About

Why NOW?

We have initiated the action steps in this unique effort because:

  • A national agenda focused on the Social Determinants of Health and Well-Being (particularly on “upstream” activities in communities nationwide) is long overdue. It should be a critical component of post-coronavirus rebuilding activities.
  • Covid-19 has had a broad and deep impact throughout society, contributing to troubling public health, economic and social problems. Pointedly, the people most negatively impacted are those who already were underserved and under-resourced.
  • The need to work more explicitly for equity, in health and more broadly, is clear. Interoperability is a critical way to pursue that goal by routinely providing the data needed both to understand the impact of racial/socioeconomic disparities and to address them.
  • This is a historic opportunity to make fundamental, generational changes that will help to drive progress in many concrete ways.

Action Agenda Activities

  • A webinar series focused on developing the Equity Action Agenda and integrating it into a national symposium (see next bullet). A critical part of this work was to identify which SDOH elements are of highest-value and most-achievable, as well as how best to advance them into policy and practice. These interactive discussions were led by Dr. Karen Smith, former Director of California’s Department of Public Health, joined by our colleagues from Stanford’s Center for Population Health Sciences and other prominent thought leaders, innovators, subject-matter experts and change agents nationwide.
  • Stewards of Change’s National Action Agenda Symposium was held virtually on January 25-26, 2021, with over 150 participants from across the nation, Canada and Europe. Its focus included six NAA action recommendations devised by subject matter experts nationwide during the previous year, along with a preview of subsequent implementation efforts. This event was the culmination of all the integrated, strategic, step-by-step activities leading up to it; the symposium itself focused on crystalizing and launching specific, actionable steps forward in numerous ways.
  • A Proof of Concept implementation, called Project Unify, designed to demonstrate that health-related data can be shared reliably and securely across Human Services and other domains critical to SDOH. The goal is to enable cross-domain interoperability of a kind and to an extent that hasn’t been done before. Our work on Project Unify is ongoing, because this type of data exchange is vital to accelerating progress on SDOH. A critical part of Unify, relating to consent, is summarized in the next bullet.
  • Carrying out a key recommendation from the symposium: Modernize the process by which individuals provide consent to share their sensitive personal information. We strongly believe that doing so will significantly enhance care coordination, enable more-holistic, person-centered services, and broadly improve health and well-being. Our initial efforts in this area include – but are not limited to – a first-ever aggregation and examination of major consent-related initiatives nationwide to inform and accelerate progress; and, as part of Project Unify, the development, proof-of-concept testing and deployment of our Consent Service Utility (CSU), a technical solution to enable, facilitate and greatly extend information-sharing and interoperability across health, healthcare, human services and other relevant domains (ex., education, child welfare, justice, etc.).
  • Outreach, advocacy and other ongoing activities by workgroups on the Collaboration Hub of SOCI’s National Interoperability Collaborative (NIC). The members of these diverse, multi-sector, multi-discipline groups helped to develop our webinar series and symposium, and they are currently focused on Project Unify (among other efforts). We are also extending all this knowledge in the first two courses of our InterOptimability Training and Certification Curriculum (ITCC), with more to come.
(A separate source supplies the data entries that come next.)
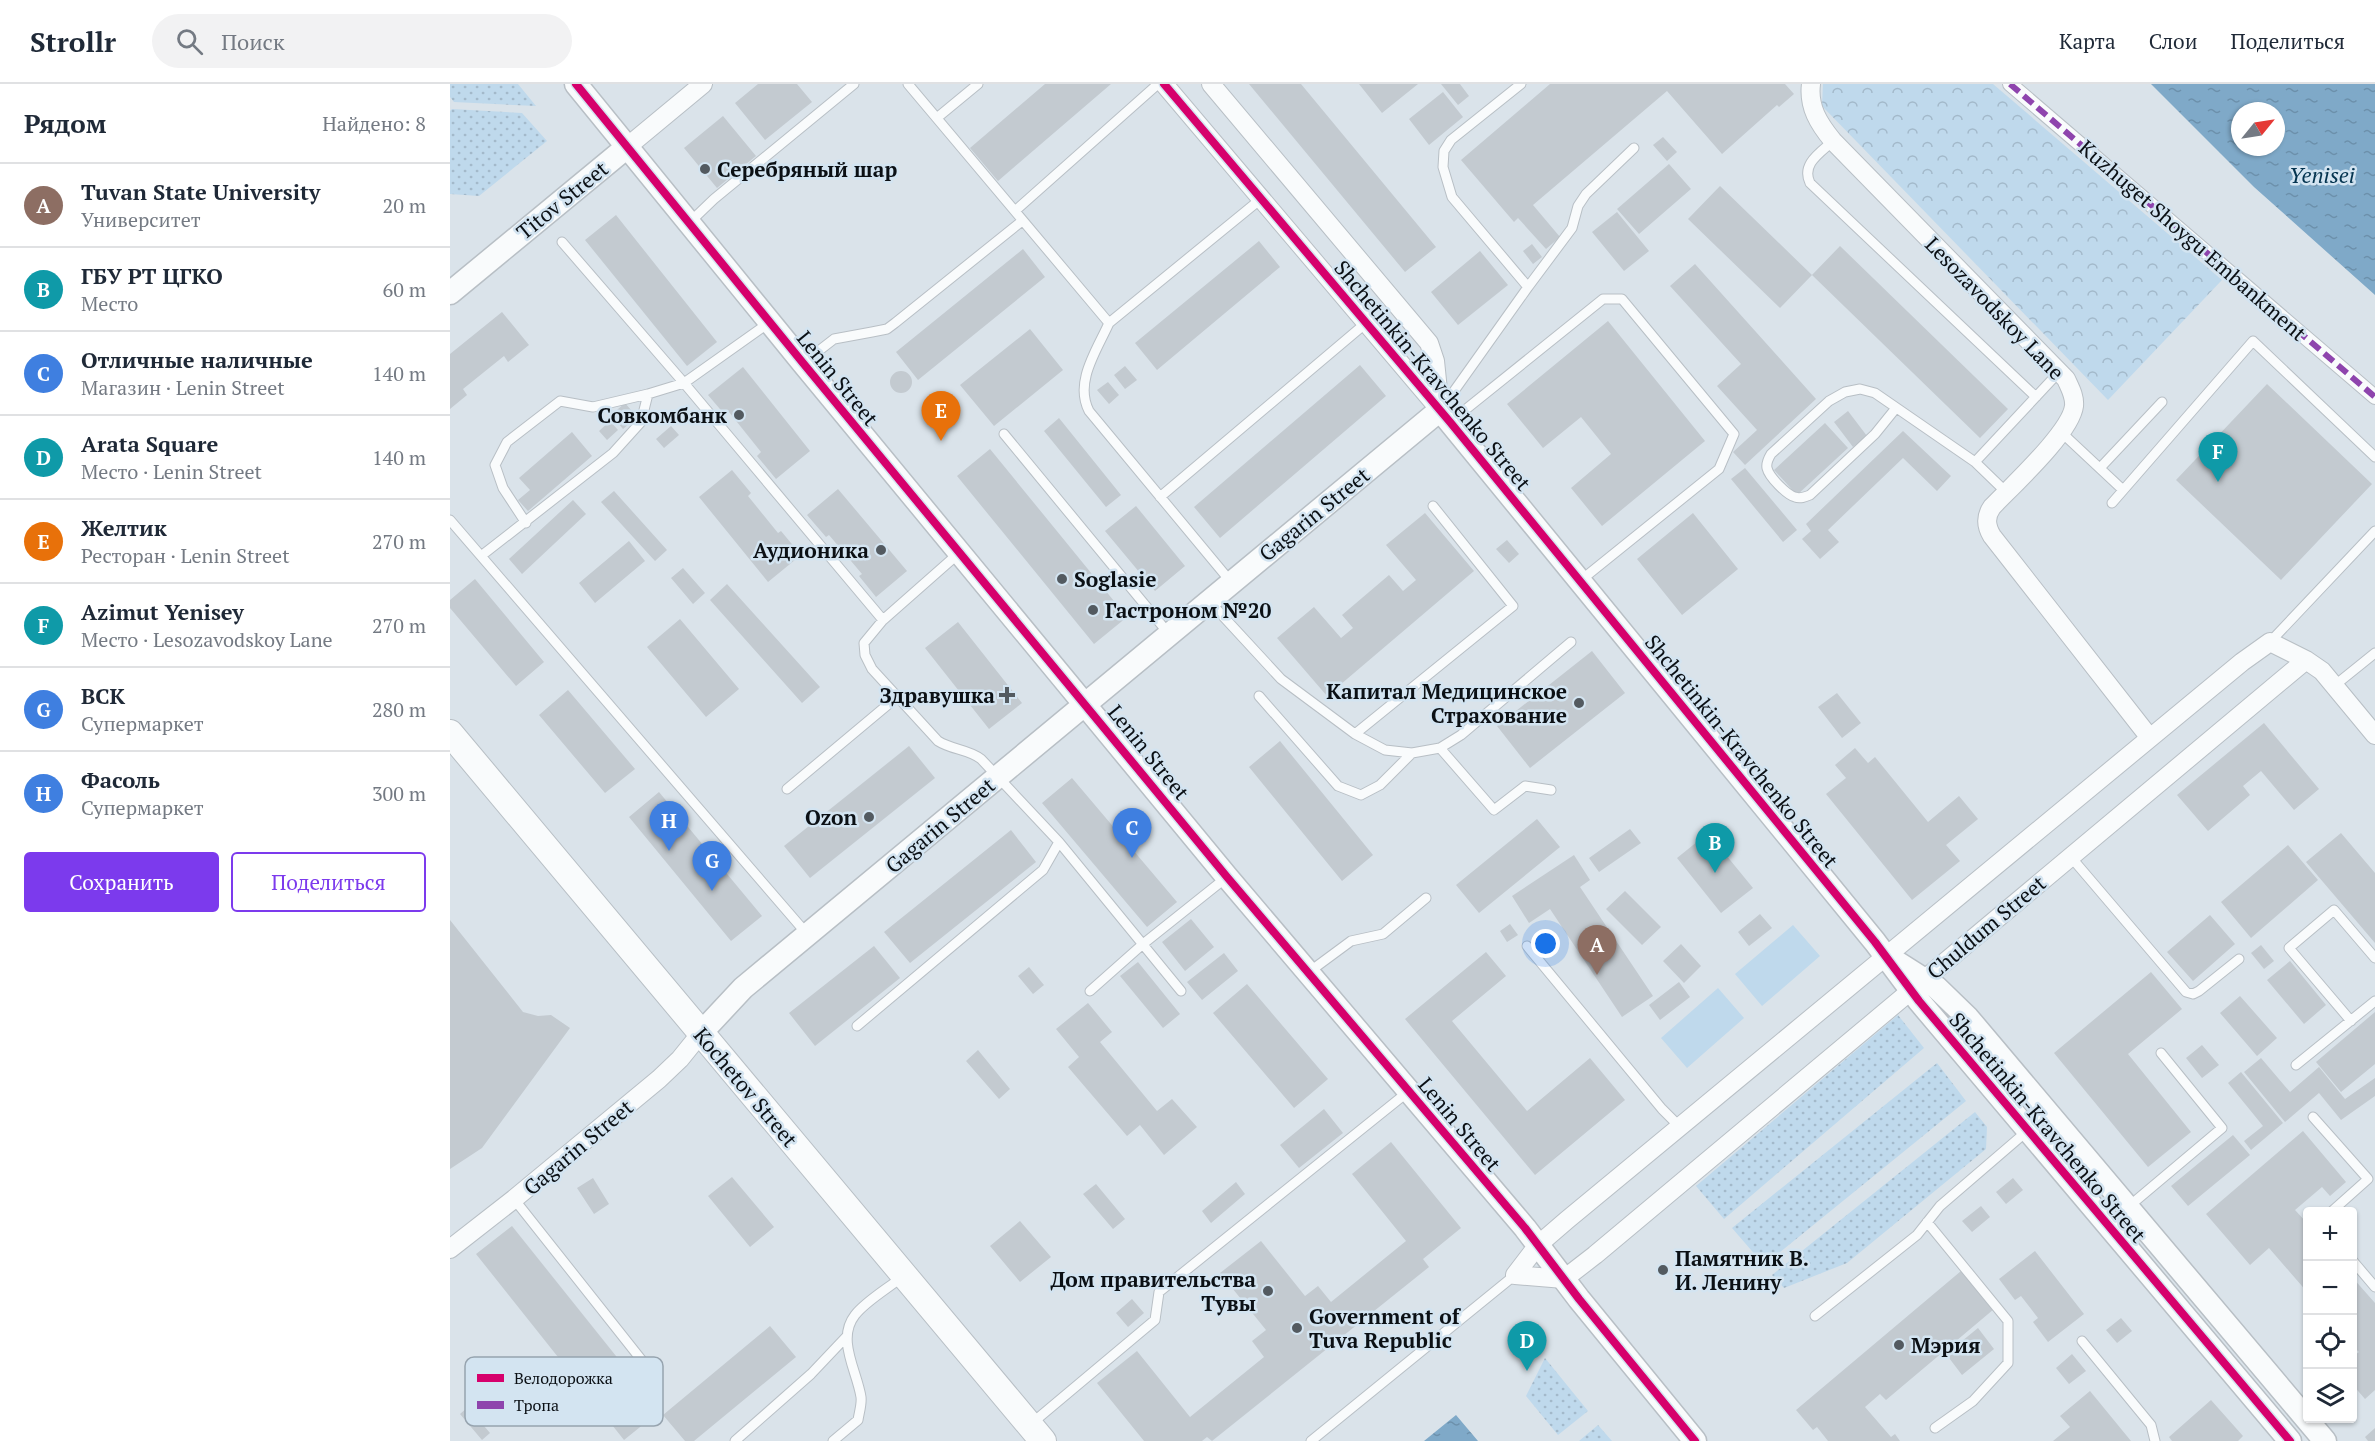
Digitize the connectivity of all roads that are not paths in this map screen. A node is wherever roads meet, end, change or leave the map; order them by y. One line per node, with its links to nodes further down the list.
1 (576, 84): 14 (street, Lenin Street)
2 (703, 84): 14 (street, Titov Street)
3 (854, 84): 19 (lane)
4 (908, 84): 12 (lane)
5 (978, 84): 12 (lane)
6 (1158, 84): 17 (lane)
7 (1164, 84): 16 (street, Shchetinkin-Kravchenko Street)
8 (1211, 84): 34 (street, Shchetinkin-Kravchenko Street)
9 (1521, 84): 21 (lane)
10 (1811, 84): 13 (street, Lesozavodskoy Lane)
11 (2010, 84): 31 (street, Kuzhuget Shoygu Embankment)
12 (938, 117): 17 (lane)
13 (1833, 141): 27 (street, Lesozavodskoy Lane); 30 (lane)
14 (627, 147): 19 (street, Lenin Street); 22 (street, Titov Street)
15 (1634, 148): 21 (lane)
16 (1262, 198): 24 (lane); 25 (street, Shchetinkin-Kravchenko Street)
17 (1015, 211): 18 (lane)
18 (1022, 221): 24 (lane); 26 (lane)
19 (689, 223): 23 (street, Lenin Street)
20 (562, 242): 28 (lane)
21 (1528, 287): 34 (lane)
22 (450, 293)
23 (770, 322): 26 (street, Lenin Street); 28 (lane)
24 (1109, 323): 42 (lane)
25 (1366, 323): 34 (street, Shchetinkin-Kravchenko Street); 42 (lane)
26 (803, 363): 48 (street, Lenin Street)
27 (2060, 371): 30 (lane); 35 (street, Lesozavodskoy Lane)
28 (684, 383): 29 (lane); 53 (lane)
29 (648, 394): 46 (lane); 46 (lane)
30 (2036, 396): 38 (lane)
31 (2375, 398)
32 (2162, 402): 39 (lane)
33 (1896, 408): 33 (lane); 38 (lane)
34 (1445, 416): 50 (street, Shchetinkin-Kravchenko Street); 50 (lane); 51 (street, Gagarin Street)
35 (2061, 432): 39 (lane); 41 (street, Lesozavodskoy Lane)
36 (1004, 434): 54 (lane)
37 (2375, 457): 40 (lane)
38 (1975, 462): 41 (lane)
39 (2100, 468): 40 (lane)
40 (2123, 490): 43 (lane)
41 (2006, 492): 66 (street, Lesozavodskoy Lane)
42 (1160, 497): 51 (lane)
43 (2112, 503)
44 (1433, 506): 64 (lane)
45 (450, 520): 49 (lane)
46 (526, 523): 49 (lane)
47 (2375, 531): 56 (lane)
48 (960, 553): 53 (lane); 62 (street, Lenin Street)
49 (482, 556): 76 (lane)
50 (1580, 581): 79 (street, Shchetinkin-Kravchenko Street)
51 (1231, 582): 52 (street, Gagarin Street)
52 (1209, 601): 54 (street, Gagarin Street); 64 (lane)
53 (883, 620): 61 (lane)
54 (1169, 634): 62 (street, Gagarin Street)
55 (1571, 642): 67 (lane)
56 (2270, 642): 58 (street); 66 (street, Chuldum Street)
57 (2375, 653): 59 (lane)
58 (2306, 660): 59 (street); 73 (street, Chuldum Street)
59 (2334, 686): 65 (street)
60 (1259, 696): 68 (lane)
61 (897, 697): 69 (lane); 70 (lane)
62 (1086, 704): 69 (street, Gagarin Street); 74 (street, Lenin Street)
63 (450, 733): 89 (main road, Kochetov Street)
64 (1355, 734): 68 (lane)
65 (2375, 735)
66 (2150, 738): 79 (street, Chuldum Street)
67 (1440, 748): 68 (lane); 71 (lane)
68 (1412, 753)
69 (997, 778): 72 (lane); 76 (street, Gagarin Street)
70 (787, 789)
71 (1551, 790)
72 (1059, 842): 77 (lane); 88 (lane)
73 (2070, 856): 81 (lane); 83 (street, Chuldum Street)
74 (1227, 877): 77 (lane); 82 (street, Lenin Street)
75 (1426, 898): 82 (lane)
76 (807, 934): 89 (street, Gagarin Street)
77 (1143, 944): 84 (lane); 85 (lane)
78 (1527, 946): 95 (lane)
79 (1886, 956): 83 (street, Shchetinkin-Kravchenko Street); 95 (street, Chuldum Street)
80 (2375, 958): 87 (lane)
81 (2239, 959)
82 (1308, 973): 92 (street, Lenin Street)
83 (1918, 984): 93 (street, Shchetinkin-Kravchenko Street); 96 (street, Shchetinkin-Kravchenko Street); 106 (street, Chuldum Street)
84 (1181, 991)
85 (1090, 992)
86 (2375, 1001): 87 (lane)
87 (2351, 1021): 91 (lane)
88 (857, 1026)
89 (701, 1033): 97 (street, Gagarin Street); 104 (main road, Kochetov Street)
90 (2161, 1053): 99 (lane)
91 (2296, 1065)
92 (1409, 1091): 101 (street, Lenin Street); 113 (lane)
93 (2047, 1114): 96 (lane); 99 (street, Shchetinkin-Kravchenko Street)
94 (2313, 1116): 98 (lane)
95 (1680, 1127): 101 (street, Chuldum Street)
96 (2027, 1130): 100 (lane); 119 (street, Shchetinkin-Kravchenko Street)
97 (514, 1199): 102 (street, Gagarin Street); 111 (lane)
98 (2337, 1207)
99 (2127, 1208): 120 (street, Shchetinkin-Kravchenko Street)
100 (1927, 1222): 108 (lane); 112 (lane)
101 (1538, 1245): 105 (street, Chuldum Street); 106 (street, Lenin Street)
102 (450, 1249)
103 (2353, 1261): 107 (lane)
104 (904, 1275): 109 (lane); 113 (main road, Kochetov Street)
105 (1515, 1275): 106 (street); 116 (lane, Chuldum Street)
106 (1564, 1279): 117 (street, Lenin Street)
107 (2375, 1287)
108 (1815, 1316)
109 (847, 1336): 114 (lane); 115 (lane)
110 (2082, 1341): 118 (lane)
111 (639, 1357)
112 (1935, 1428)
113 (1036, 1433)
114 (735, 1441)
115 (833, 1441)
116 (1311, 1441)
117 (1695, 1441)
118 (2155, 1441)
119 (2290, 1441)
120 (2325, 1441)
Action Agenda Goal and Objectives

Our overarching goal in pursuing this highly collaborative effort is to guide pragmatic, systems-level change across Healthcare, Human Services, Education, Public Health, Public Safety and other relevant programs, systems and domains. The urgency to conduct this work now is glaringly evident as we all see, every day, the structural problems we vitally need to address – from health disparities and racial injustice to better prevention, early detection and other upstream activities. Our Action Agenda’s specific, bottom-line objectives include:

  • accelerating SDOH integration as an indispensable element of every domain’s work;
  • focusing greater attention and resources on prevention, early intervention and other upstream activities;
  • enhancing efficiency and reducing costs;
  • furthering health equity; and
  • improving outcomes for the populations being disproportionately hurt by both the pandemic and, even more deeply, by racial and socioeconomic inequities.

Thanks to Our Sponsors - and Request for More

Our unique, important efforts will continue into the future, so please support them if you can. The sponsors/contributors for the Action Agenda include the Mitre Corporation, the Michigan Health Information Network (MiHIN), the Robert Wood Johnson Foundation’s Data Across Sectors for Health (DASH), the California Mental Health Services Oversight and Accountability Commission, BrightHive Data Trusts and FEI Systems. And there are a growing number of additional supporters, such as the Pew Charitable Trusts, for which we conducted a court technology project that further broadened the Equity Action Agenda.  

* Important note: We use "Social Determinants," as well as the acronym SDOH, because they are in common usage. Our belief, however, is that the factors they refer to are, in reality, highly influential but not necessarily determinative. So, we are currently considering how to revise that description while retaining broad understanding of its intent.